One major limitation for applying WBE during an emerging pandemic could be the immediate availability of analytical standards for treatment drugs and references for viral lineages, which is critical for rapid method development with accuracy and precision. For example, the isotopically labeled remdesivir was not commercially available during the time the analysis was performed in this study.
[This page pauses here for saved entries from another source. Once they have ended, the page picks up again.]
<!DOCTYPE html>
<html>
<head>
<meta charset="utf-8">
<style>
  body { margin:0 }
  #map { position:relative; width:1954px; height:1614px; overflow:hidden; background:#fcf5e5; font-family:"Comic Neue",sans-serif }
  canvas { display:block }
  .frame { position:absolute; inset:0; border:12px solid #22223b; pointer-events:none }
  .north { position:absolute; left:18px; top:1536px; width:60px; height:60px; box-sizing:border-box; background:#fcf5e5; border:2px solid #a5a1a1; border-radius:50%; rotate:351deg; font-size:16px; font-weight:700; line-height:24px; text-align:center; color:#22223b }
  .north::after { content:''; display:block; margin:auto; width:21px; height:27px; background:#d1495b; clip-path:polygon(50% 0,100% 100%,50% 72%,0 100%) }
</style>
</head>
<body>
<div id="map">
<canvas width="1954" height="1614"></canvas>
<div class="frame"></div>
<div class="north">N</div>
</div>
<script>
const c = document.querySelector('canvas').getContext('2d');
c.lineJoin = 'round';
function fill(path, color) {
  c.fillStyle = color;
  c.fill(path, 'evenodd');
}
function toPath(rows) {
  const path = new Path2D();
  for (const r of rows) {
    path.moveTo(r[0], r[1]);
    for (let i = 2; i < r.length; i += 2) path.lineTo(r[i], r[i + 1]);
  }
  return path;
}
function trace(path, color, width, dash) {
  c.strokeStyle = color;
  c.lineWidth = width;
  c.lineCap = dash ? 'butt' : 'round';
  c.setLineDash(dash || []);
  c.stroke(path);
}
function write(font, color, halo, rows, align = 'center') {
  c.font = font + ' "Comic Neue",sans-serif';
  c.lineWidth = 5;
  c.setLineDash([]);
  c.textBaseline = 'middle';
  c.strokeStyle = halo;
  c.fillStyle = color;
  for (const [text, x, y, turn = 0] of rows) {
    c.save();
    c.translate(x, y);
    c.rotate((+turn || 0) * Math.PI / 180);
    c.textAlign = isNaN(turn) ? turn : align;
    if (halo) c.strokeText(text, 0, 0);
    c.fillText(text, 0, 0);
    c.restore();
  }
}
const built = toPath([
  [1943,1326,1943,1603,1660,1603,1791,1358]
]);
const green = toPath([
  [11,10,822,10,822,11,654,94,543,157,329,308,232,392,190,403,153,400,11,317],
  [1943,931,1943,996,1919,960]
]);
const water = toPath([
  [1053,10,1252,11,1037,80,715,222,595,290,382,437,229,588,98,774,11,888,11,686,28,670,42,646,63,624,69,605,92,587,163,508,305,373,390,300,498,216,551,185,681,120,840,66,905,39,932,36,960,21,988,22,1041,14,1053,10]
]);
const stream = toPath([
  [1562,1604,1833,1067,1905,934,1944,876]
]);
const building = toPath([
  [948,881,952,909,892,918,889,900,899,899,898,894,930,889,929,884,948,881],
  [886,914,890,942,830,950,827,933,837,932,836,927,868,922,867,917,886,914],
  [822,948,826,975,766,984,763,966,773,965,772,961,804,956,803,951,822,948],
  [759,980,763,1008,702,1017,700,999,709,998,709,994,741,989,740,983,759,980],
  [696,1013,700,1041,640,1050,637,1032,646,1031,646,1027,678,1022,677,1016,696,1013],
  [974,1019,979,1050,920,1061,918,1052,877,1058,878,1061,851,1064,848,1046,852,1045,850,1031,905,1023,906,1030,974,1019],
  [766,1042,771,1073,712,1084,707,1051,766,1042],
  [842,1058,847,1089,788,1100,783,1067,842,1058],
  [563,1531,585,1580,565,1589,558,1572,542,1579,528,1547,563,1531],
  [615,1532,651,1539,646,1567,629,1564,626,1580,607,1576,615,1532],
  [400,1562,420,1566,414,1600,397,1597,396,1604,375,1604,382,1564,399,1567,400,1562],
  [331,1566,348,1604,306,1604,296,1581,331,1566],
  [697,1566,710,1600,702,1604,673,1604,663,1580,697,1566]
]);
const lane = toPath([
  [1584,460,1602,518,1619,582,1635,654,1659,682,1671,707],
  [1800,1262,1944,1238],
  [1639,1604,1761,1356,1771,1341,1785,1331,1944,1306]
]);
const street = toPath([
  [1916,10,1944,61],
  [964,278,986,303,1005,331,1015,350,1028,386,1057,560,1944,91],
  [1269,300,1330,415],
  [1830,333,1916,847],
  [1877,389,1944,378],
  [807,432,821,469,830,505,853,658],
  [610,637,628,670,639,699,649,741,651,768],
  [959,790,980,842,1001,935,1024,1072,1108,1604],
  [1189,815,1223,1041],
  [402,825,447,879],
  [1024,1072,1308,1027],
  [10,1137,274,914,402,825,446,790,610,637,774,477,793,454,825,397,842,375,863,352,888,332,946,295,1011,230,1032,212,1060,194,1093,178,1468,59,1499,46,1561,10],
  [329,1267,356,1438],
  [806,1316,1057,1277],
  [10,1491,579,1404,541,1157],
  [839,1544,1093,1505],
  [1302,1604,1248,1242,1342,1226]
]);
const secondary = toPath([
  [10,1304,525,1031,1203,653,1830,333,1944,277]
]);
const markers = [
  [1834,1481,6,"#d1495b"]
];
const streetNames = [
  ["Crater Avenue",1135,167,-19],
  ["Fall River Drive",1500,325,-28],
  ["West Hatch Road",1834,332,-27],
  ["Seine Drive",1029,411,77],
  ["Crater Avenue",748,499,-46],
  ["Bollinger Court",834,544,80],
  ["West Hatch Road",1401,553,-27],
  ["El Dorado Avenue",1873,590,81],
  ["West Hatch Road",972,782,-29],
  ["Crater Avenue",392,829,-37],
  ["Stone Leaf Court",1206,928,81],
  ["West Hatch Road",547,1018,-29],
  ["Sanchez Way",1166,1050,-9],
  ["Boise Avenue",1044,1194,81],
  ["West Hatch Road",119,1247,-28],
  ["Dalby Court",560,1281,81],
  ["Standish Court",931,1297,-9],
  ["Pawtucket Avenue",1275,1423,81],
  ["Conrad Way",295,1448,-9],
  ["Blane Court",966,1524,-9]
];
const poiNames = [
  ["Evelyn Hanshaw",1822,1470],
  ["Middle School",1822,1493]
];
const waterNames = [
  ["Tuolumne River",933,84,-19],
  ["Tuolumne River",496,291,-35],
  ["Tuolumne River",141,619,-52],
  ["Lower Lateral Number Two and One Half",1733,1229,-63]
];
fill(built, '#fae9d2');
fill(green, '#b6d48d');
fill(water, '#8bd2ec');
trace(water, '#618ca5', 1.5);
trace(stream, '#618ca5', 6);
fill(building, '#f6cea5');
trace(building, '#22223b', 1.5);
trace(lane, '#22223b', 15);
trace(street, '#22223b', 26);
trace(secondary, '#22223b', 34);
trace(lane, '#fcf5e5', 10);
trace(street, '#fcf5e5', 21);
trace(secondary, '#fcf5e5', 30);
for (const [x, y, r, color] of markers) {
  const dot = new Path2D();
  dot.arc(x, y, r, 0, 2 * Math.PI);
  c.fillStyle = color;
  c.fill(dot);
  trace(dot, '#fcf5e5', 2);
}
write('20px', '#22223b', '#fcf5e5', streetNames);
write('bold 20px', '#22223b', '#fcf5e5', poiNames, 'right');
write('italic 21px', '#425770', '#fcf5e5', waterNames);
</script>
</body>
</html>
SARS-CoV-2 is also known to be associated with solid particulate and debris in wastewater, and monitoring viral signals on wastewater solids (e.g., sludge) has also been utilized as an indicator of COVID-19 outbreak in communities [51, 52]. In this study, our viral extraction method was developed and optimized for filtered wastewater. This may slightly underestimate the overall viral concentration in raw wastewater influent but would not alter the trends observed over time. Moreover, to detect particulate-associated viruses, sedimented sludge is reported to be a better option than suspended particles in the influent [51]. Collecting samples from aqueous and/or particulate phases for WBE applications depends on the nature and behaviors of analytes of interest in wastewater, and the easiness and representativeness (24-h composite sampling) of sampling approaches should also be considered.
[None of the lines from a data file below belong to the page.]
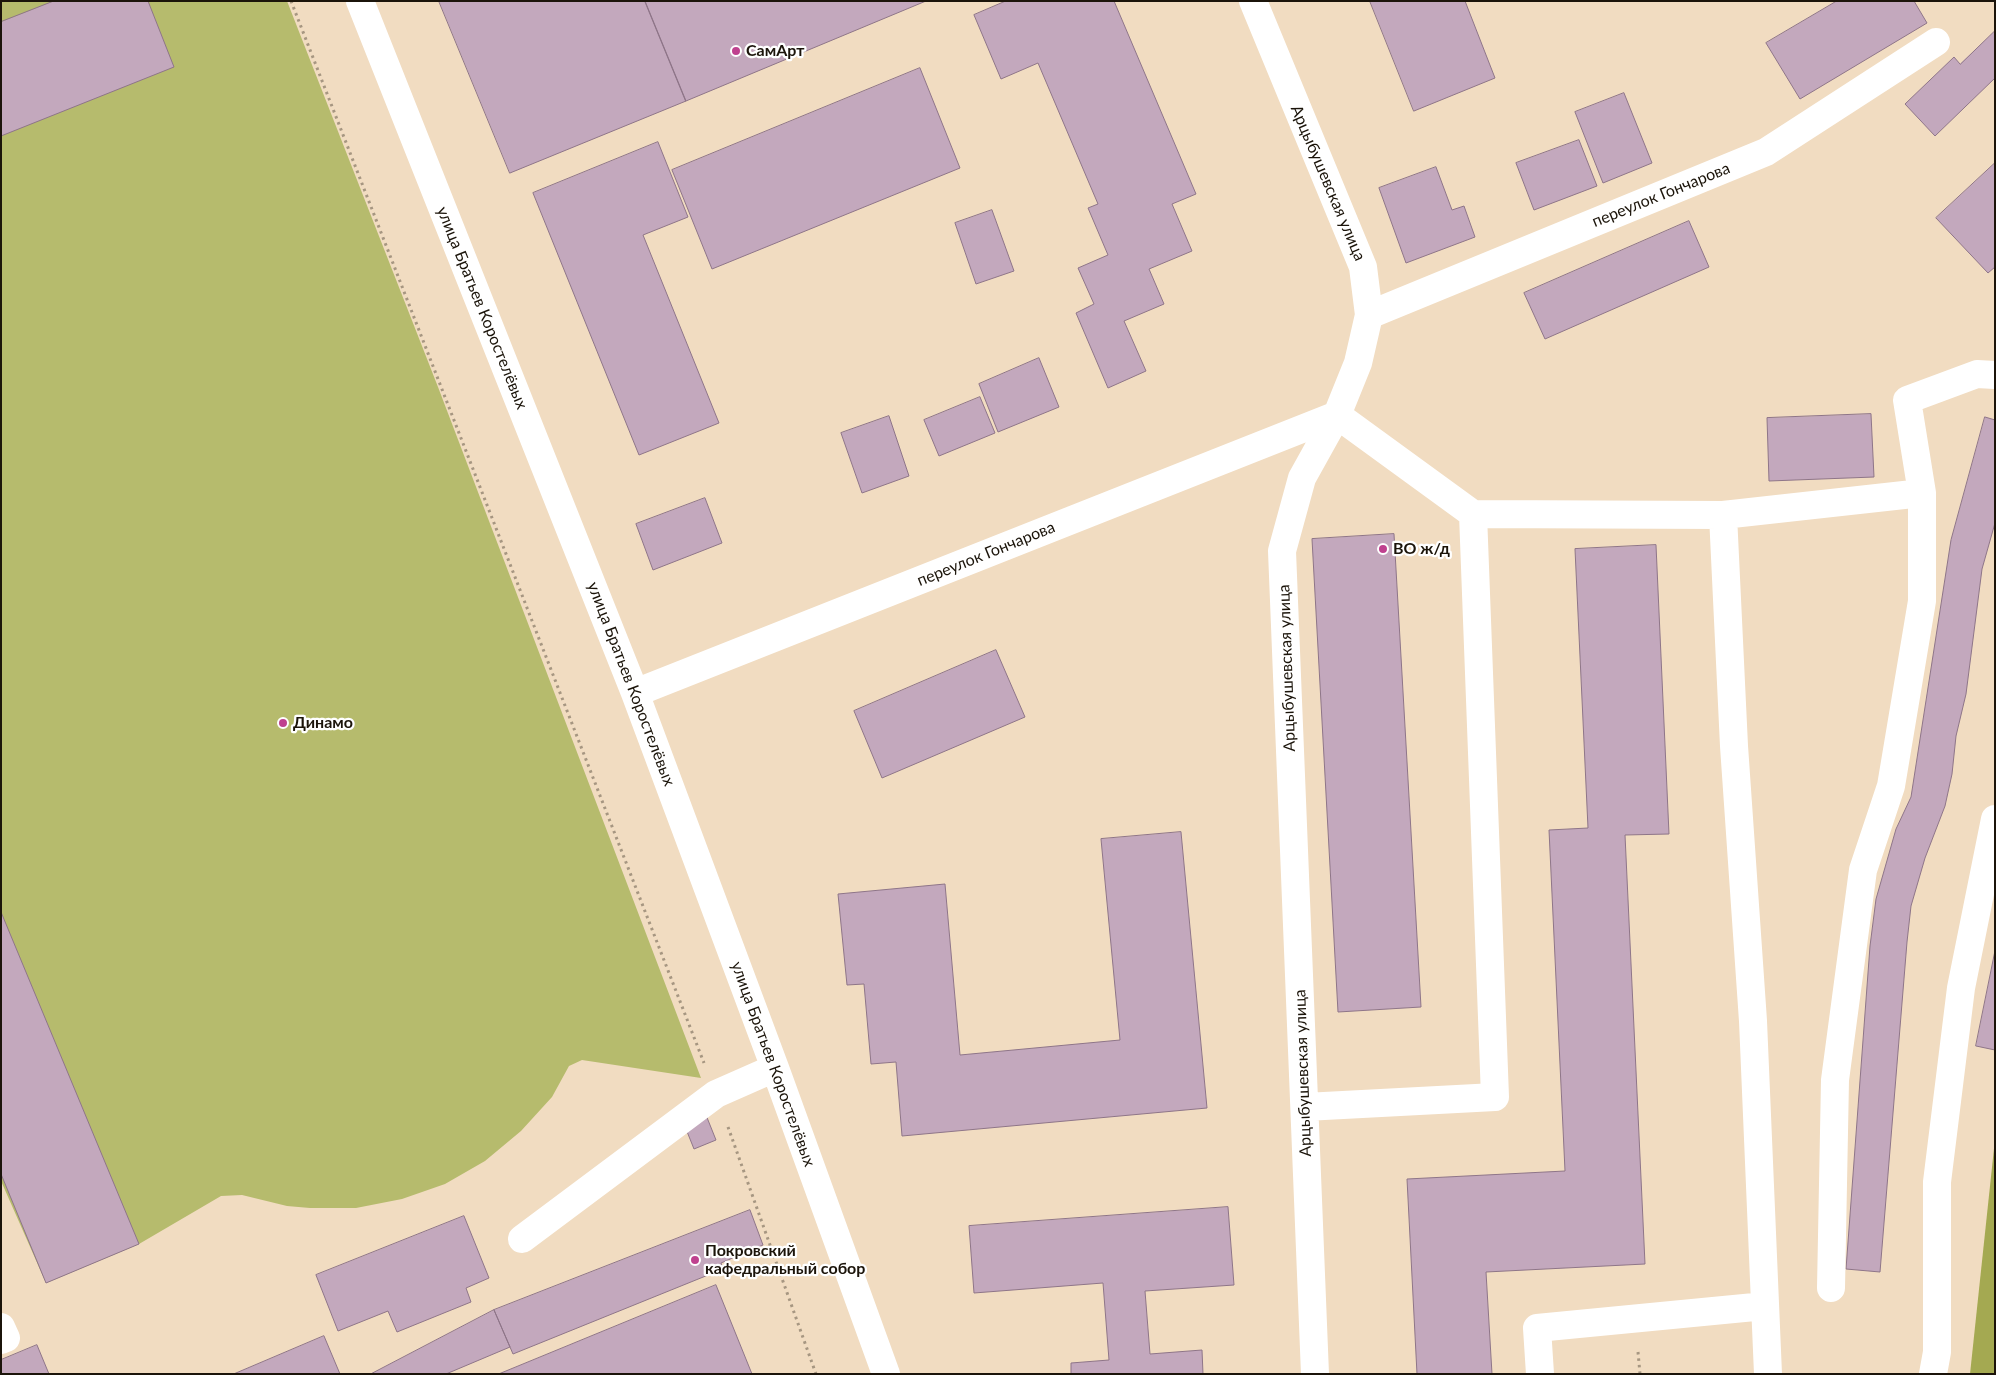 <!DOCTYPE html>
<meta charset="utf-8">
<style>
body{margin:0}
#map{position:relative;width:1996px;height:1375px;overflow:hidden;background:#f1dcc1;font-family:Lato,sans-serif}
canvas{display:block}
.frame{position:absolute;inset:0;border:2px solid #1b140a;pointer-events:none}
</style>
<div id="map">
<canvas width="1996" height="1375"></canvas>
<div class="frame"></div>
</div>
<script>
const ctx = document.querySelector('canvas').getContext('2d');
ctx.lineJoin = 'round';
function paint(path, color) {
  ctx.fillStyle = color;
  ctx.fill(path, 'evenodd');
}
function trace(path, color, width, dash) {
  ctx.strokeStyle = color;
  ctx.lineWidth = width;
  ctx.lineCap = dash ? 'butt' : 'round';
  ctx.setLineDash(dash || []);
  ctx.stroke(path);
}
function drawText(font, color, halo, rows, align = 'center') {
  ctx.font = font + ' Lato,sans-serif';
  ctx.lineWidth = 4.5;
  ctx.setLineDash([]);
  ctx.textBaseline = 'middle';
  ctx.strokeStyle = halo;
  ctx.fillStyle = color;
  for (const [text, x, y, turn = 0] of rows) {
    ctx.save();
    ctx.translate(x, y);
    ctx.rotate((+turn || 0) * Math.PI / 180);
    ctx.textAlign = isNaN(turn) ? turn : align;
    if (halo) ctx.strokeText(text, 0, 0);
    ctx.fillText(text, 0, 0);
    ctx.restore();
  }
}
const green = new Path2D(`
 M1 1H287L438 387 701 1078 582 1060 569 1066 552 1097 521 1131 485 1161 445 1184 402 1199 356 1208H310L287 1206 242 1195 221 1196 139 1244 46 1283 1 1181Z`);
const forest = new Path2D(`
 M1995 1139V1374H1970Z`);
const building = new Path2D(`
 M54 1H148L174 67 1 136V22Z
 M439 1H645L686 101 510 173Z
 M645 1H926L686 101Z
 M1006 1H1114L1196 194 1172 204 1192 251 1149 269 1164 304 1124 321 1146 371 1108 388 1076 313 1094 304 1078 268 1108 255 1088 208 1098 204 1038 63 1001 79 974 15Z
 M1370 1H1465L1495 78 1414 111Z
 M1837 1H1914L1927 23 1800 99 1766 43Z
 M1995 31V78L1935 136 1905 104 1954 57 1960 64Z
 M920 68 960 168 712 269 672 170Z
 M1624 93 1652 163 1603 183 1575 112Z
 M1579 140 1597 186 1534 210 1516 163Z
 M658 142 688 217 643 235 719 423 639 455 533 193Z
 M1995 163V267L1988 273 1936 218Z
 M1436 167 1452 210 1464 206 1475 237 1406 263 1379 188Z
 M992 210 1014 271 976 284 955 223Z
 M1689 221 1709 267 1545 339 1524 293Z
 M1039 358 1059 407 998 432 979 384Z
 M980 397 995 433 939 456 924 420Z
 M1871 414 1874 477 1769 481 1767 418Z
 M889 416 909 476 862 493 841 433Z
 M1985 417 1995 420V523L1982 569 1966 694 1956 736 1952 774 1945 806 1925 858 1911 906 1907 942 1880 1272 1846 1269 1870 946 1876 899 1896 829 1911 797 1951 540Z
 M705 498 722 543 653 570 636 524Z
 M1394 534 1421 1007 1338 1012 1312 539Z
 M1656 545 1669 834 1625 835 1645 1264 1486 1272 1492 1374H1417L1407 1179 1565 1171 1549 830 1588 828 1575 549Z
 M996 650 1025 717 882 778 854 711Z
 M1181 832 1207 1108 902 1136 896 1062 871 1064 864 984 847 985 838 894 945 884 960 1055 1120 1040 1101 839Z
 M1 912 139 1244 46 1283 1 1174Z
 M1995 951V1050L1976 1046Z
 M706 1115 716 1140 694 1149 684 1124Z
 M1228 1207 1234 1285 1145 1291 1150 1354 1202 1350 1203 1374H1071V1363L1109 1360 1103 1283 974 1293 969 1226Z
 M750 1210 763 1245 721 1263 723 1269 513 1354 494 1310Z
 M464 1216 489 1278 466 1288 471 1302 397 1332 388 1311 338 1331 316 1275Z
 M716 1285 752 1374H499Z
 M494 1310 510 1347 446 1374H371Z
 M324 1336 340 1374H234Z
 M37 1345 49 1374H1V1360Z`);
const path = new Path2D(`
 M291 1 704 1063
 M728 1127 816 1374
 M1638 1352 1640 1374`);
const minor = new Path2D(`
 M360 1 635 693 775 1068 886 1374
 M1253 1 1363 267 1369 315 1358 363 1337 415 1302 478 1282 551 1315 1374
 M1369 315 1766 152 1936 42
 M1337 415 1473 514 1723 515 1922 493
 M1723 515 1734 746 1753 1021 1768 1374
 M635 693 1337 415
 M1305 1107 1495 1097 1473 514
 M522 1239 716 1094 775 1068
 M1831 1288 1835 1080 1863 870 1891 786 1922 601V493L1907 400 1977 374 1995 375
 M1 1327 6 1338 1 1340
 M1540 1374 1537 1328 1765 1306
 M1933 1374 1937 1352V1182L1961 988 1995 819`);
const markers = [
 [736,51,5,"#bf418f"],
 [1383,549,5,"#bf418f"],
 [283,723,5,"#bf418f"],
 [695,1260,5,"#bf418f"]
];
const poiNames = [
 ["СамАрт",746,51],
 ["ВО ж/д",1393,549],
 ["Динамо",293,723],
 ["Покровский",705,1251],
 ["кафедральный собор",705,1269]
];
const streetNames = [
 ["Арцыбушевская улица",1328,183,67],
 ["переулок Гончарова",1661,195,-22],
 ["улица Братьев Коростелёвых",482,308,68],
 ["переулок Гончарова",986,554,-22],
 ["Арцыбушевская улица",1287,668,-92],
 ["улица Братьев Коростелёвых",631,684,69],
 ["улица Братьев Коростелёвых",773,1064,70],
 ["Арцыбушевская улица",1303,1073,-92]
];
paint(green, '#b6bb6d');
paint(forest, '#a4a951');
paint(building, '#c3a8bd');
trace(building, '#8e7588', 1);
trace(path, '#a69681', 3, [2.5, 4]);
trace(minor, '#fff', 28);
for (const [x, y, r, color] of markers) {
  const dot = new Path2D();
  dot.arc(x, y, r, 0, 2 * Math.PI);
  ctx.fillStyle = color;
  ctx.fill(dot);
  trace(dot, '#fff', 2);
}
drawText('bold 16px', '#1b140a', '#fff', poiNames, 'left');
drawText('16px', '#1b140a', '#fff', streetNames);
</script>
The purpose of modeling and prediction is to use available data to infer the unknown. Out-of-sample possibilities are therefore considered in modeling to reduce the chances of overfitting. That said, there might be some limitations to the model. In a Bayesian context, these limitations can arise from mistaken assumptions about the underlying infection process, such as the distributions of parameters and the selection of priors. Measurement errors of substances within and across research sites, as well as human factors like state- or borough-wise policies, could undermine the accuracy of predictions. Fortunately, thanks to the flexibility of Bayesian models, new datasets from different areas and times can be utilized to calibrate the model.

Conclusions

Monitoring of viral RNA, COVID-treatment drugs, and other pharmaceuticals in wastewater samples over a period of ~20 months in Suffolk County, NY, revealed that viral gene copies, across different variant prevailing periods, reflected the time series of COVID-19 confirmed cases in the sewer catchment area with a calculated lead time of 3–4 days. Antiviral drugs and their metabolites were detected with varying frequencies in wastewater samples. The rationale for monitoring COVID-19 treatment drugs in wastewater was to understand treatment of patients in the community. However, the stability of these drugs was low in wastewater and, hence, suggested that these drugs were not ideal biomarkers. However, acetaminophen (OTC) and desethylhydroxychloroquine were significant correlated with the viral concentrations in wastewater and acetaminophen was also correlated with the prevalence of COVID-19 in the community. Acetaminophen exhibited a short-to-non-existent lead time (0-to-2 days) ahead of the virus and reported cases, which agreed with the symptom progression of COVID-19. Acetaminophen is abundant in wastewater and can be analyzed with minimum sample preparation compared to viral RNA analysis. Since acetaminophen and other similar OTC drugs are not specific to COVID treatment, their variations in wastewater may inform important changes in population health within the sewershed. We suspect other viral outbreaks with similar symptoms may also be revealed by monitoring these OTC drugs in wastewater. Using the viral RNA and pharmaceuticals data, we developed Bayesian models to predict the confirmed cases (infected individuals) within the catchment area. The models were capable of reproducing the temporal trend of the confirmed cases from June 2020 to January 2022 and accurately predicting COVID-19 cases in the community using viral loads in wastewater from January to May 2022.